Tengah malam, saya teringat kata-kata itu. Tersenyum lebar karenanya. Tertawa kecil mengenangnya. Kata-kata itu sangat berharga. Karena saya orang yang penakut.
Saya
takut pada banyak hal. Banyak sekali. Kalau hidup di film Divergent dan ikut
inisiasi faksi Dauntless, pasti saya paling lama keluar dari ruang ketakutan.
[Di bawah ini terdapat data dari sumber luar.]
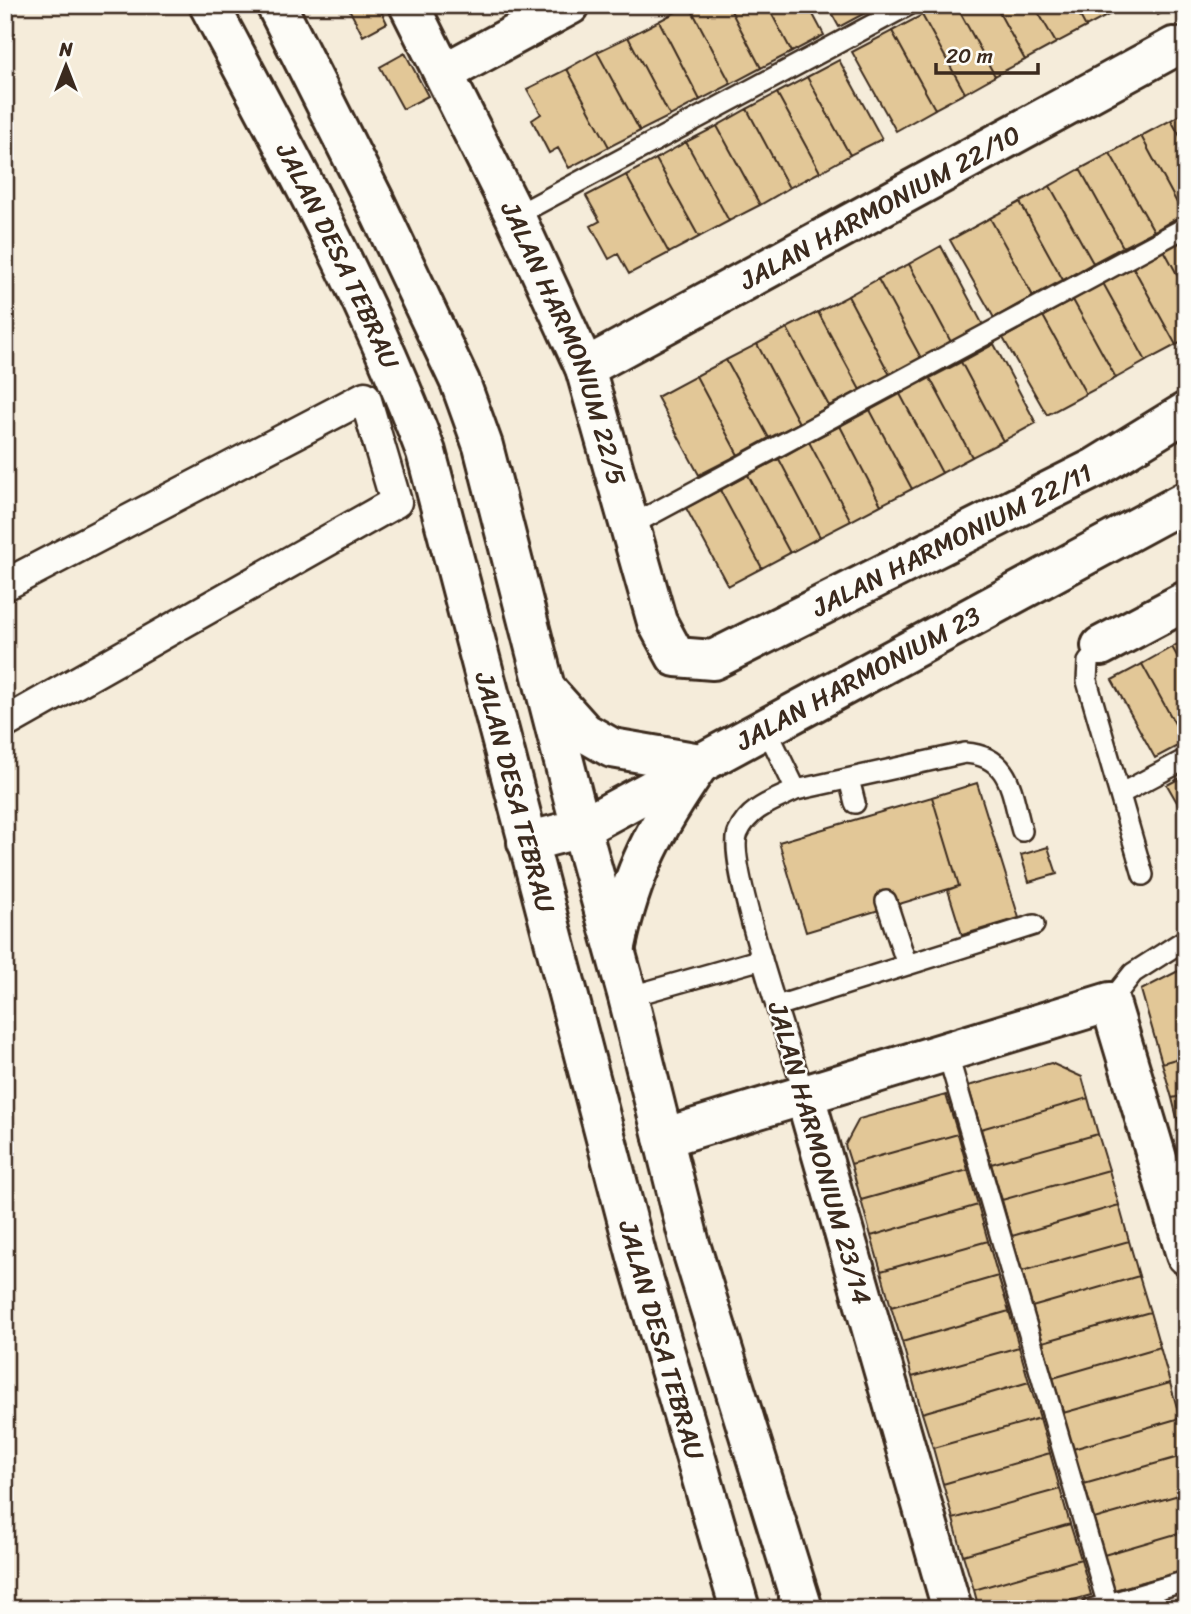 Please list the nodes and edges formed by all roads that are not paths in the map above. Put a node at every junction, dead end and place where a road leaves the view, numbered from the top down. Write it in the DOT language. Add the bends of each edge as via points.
graph roads {
  1 [pos="209,5"];
  2 [pos="276,5"];
  3 [pos="409,5"];
  4 [pos="570,5"];
  5 [pos="908,5"];
  6 [pos="1174,47"];
  7 [pos="444,73"];
  8 [pos="515,216"];
  9 [pos="1186,227"];
  10 [pos="585,368"];
  11 [pos="1186,412"];
  12 [pos="1186,501"];
  13 [pos="628,527"];
  14 [pos="5,585"];
  15 [pos="1186,601"];
  16 [pos="1101,646"];
  17 [pos="713,660"];
  18 [pos="548,692"];
  19 [pos="5,723"];
  20 [pos="767,730"];
  21 [pos="1186,759"];
  22 [pos="701,763"];
  23 [pos="849,779"];
  24 [pos="796,790"];
  25 [pos="1120,794"];
  26 [pos="855,803"];
  27 [pos="580,828"];
  28 [pos="1023,831"];
  29 [pos="527,842"];
  30 [pos="1143,875"];
  31 [pos="886,901"];
  32 [pos="1034,925"];
  33 [pos="1186,939"];
  34 [pos="615,948"];
  35 [pos="762,959"];
  36 [pos="907,965"];
  37 [pos="628,997"];
  38 [pos="1110,1002"];
  39 [pos="777,1006"];
  40 [pos="947,1052"];
  41 [pos="805,1096"];
  42 [pos="663,1138"];
  43 [pos="1186,1255"];
  44 [pos="1186,1581"];
  45 [pos="1102,1607"];
  46 [pos="740,1609"];
  47 [pos="803,1609"];
  48 [pos="952,1609"];
  1 -- 29 [label="street, JALAN DESA TEBRAU" via="331,235 407,401 426,452"];
  2 -- 18 [label="street, JALAN DESA TEBRAU" via="460,382 483,446"];
  3 -- 7 [label="street, JALAN HARMONIUM 22/5"];
  4 -- 7 [label="street"];
  5 -- 8 [label="lane"];
  6 -- 10 [label="street, JALAN HARMONIUM 22/10"];
  7 -- 8 [label="street, JALAN HARMONIUM 22/5"];
  8 -- 10 [label="street, JALAN HARMONIUM 22/5"];
  9 -- 13 [label="lane"];
  10 -- 13 [label="street, JALAN HARMONIUM 22/5"];
  11 -- 17 [label="street, JALAN HARMONIUM 22/11" via="1095,468"];
  12 -- 20 [label="street, JALAN HARMONIUM 23"];
  13 -- 17 [label="street, JALAN HARMONIUM 22/5" via="657,622 676,657"];
  14 -- 19 [label="street" via="365,397 396,502"];
  15 -- 16 [label="street"];
  16 -- 25 [label="lane" via="1088,662 1087,681"];
  18 -- 22 [label="street" via="584,732 612,748"];
  18 -- 27 [label="street, JALAN DESA TEBRAU"];
  20 -- 22 [label="street, JALAN HARMONIUM 23"];
  20 -- 24 [label="lane"];
  21 -- 25 [label="lane"];
  22 -- 27 [label="street, JALAN HARMONIUM 23"];
  22 -- 34 [label="street" via="641,859"];
  23 -- 24 [label="lane, JALAN HARMONIUM 23/14"];
  23 -- 26 [label="lane"];
  23 -- 28 [label="lane, JALAN HARMONIUM 23/14" via="965,753 982,754 1004,772"];
  24 -- 35 [label="lane, JALAN HARMONIUM 23/14" via="756,808 737,834 736,859"];
  25 -- 30 [label="lane"];
  27 -- 29 [label="street, JALAN HARMONIUM 23"];
  27 -- 34 [label="street, JALAN DESA TEBRAU"];
  29 -- 46 [label="street, JALAN DESA TEBRAU" via="637,1257"];
  31 -- 36 [label="lane"];
  32 -- 36 [label="lane"];
  33 -- 38 [label="lane" via="1133,973"];
  34 -- 37 [label="street, JALAN DESA TEBRAU"];
  35 -- 37 [label="lane"];
  35 -- 39 [label="lane, JALAN HARMONIUM 23/14"];
  36 -- 39 [label="lane"];
  37 -- 42 [label="street, JALAN DESA TEBRAU"];
  38 -- 40 [label="street"];
  38 -- 43 [label="street"];
  39 -- 41 [label="lane, JALAN HARMONIUM 23/14"];
  40 -- 41 [label="street"];
  40 -- 45 [label="lane"];
  41 -- 42 [label="street"];
  41 -- 48 [label="street, JALAN HARMONIUM 23/14"];
  42 -- 47 [label="street, JALAN DESA TEBRAU" via="690,1244"];
  44 -- 45 [label="lane"];
}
Saya merasa selalu menjadi anak penakut. Kata ibu saya, saya mulai menjadi
penakut sejak tenggelam di kolam ikan tetangga.
Saya
tidak ingat pernah berani, meskipun diceritakan saya dulunya lincah sekali. Yang
ada dalam ingatan saya hanya ketakutan. Takut banyak hal. Penakut sekali,
selalu ragu-ragu, tidak percaya diri, dan pasif.
Karena
punya banyak ketakutan, saya selalu membisikkan dalam diri sendiri: “Orang yang
pemberani bukan yang tidak punya ketakutan, tapi yang punya banyak ketakutan
dan menghadapinya.” Kita tidak bisa memilih akan takut pada apa, tapi kita
selalu bisa menentukan apakah akan menjadi berani atau tidak.
Saya
tidak tahu menghadapi ketakutan itu seperti apa. Selama ini saya menghadapi
ketakutan dengan berpura-pura berani. Saya pura-pura berani kegelapan dan
kesepian. Saya menaiki tangga ke tempat yang tinggi meski kaki gemetaran dan
tangan berpegangan pada induk tangga sepanjang jalan. Saya berbicara dan
tertawa seolah tidak ada apa-apa walaupun kepala saya terasa pening.
Saya
tidak bisa memperlihatkan ketakutan ketika orang-orang di sekitar saya takut.
Saya tidak bisa memperlihatkan keminderan ketika orang-orang di sekitar saya
minder.
Tapi
saya tidak selalu bisa berpura-pura.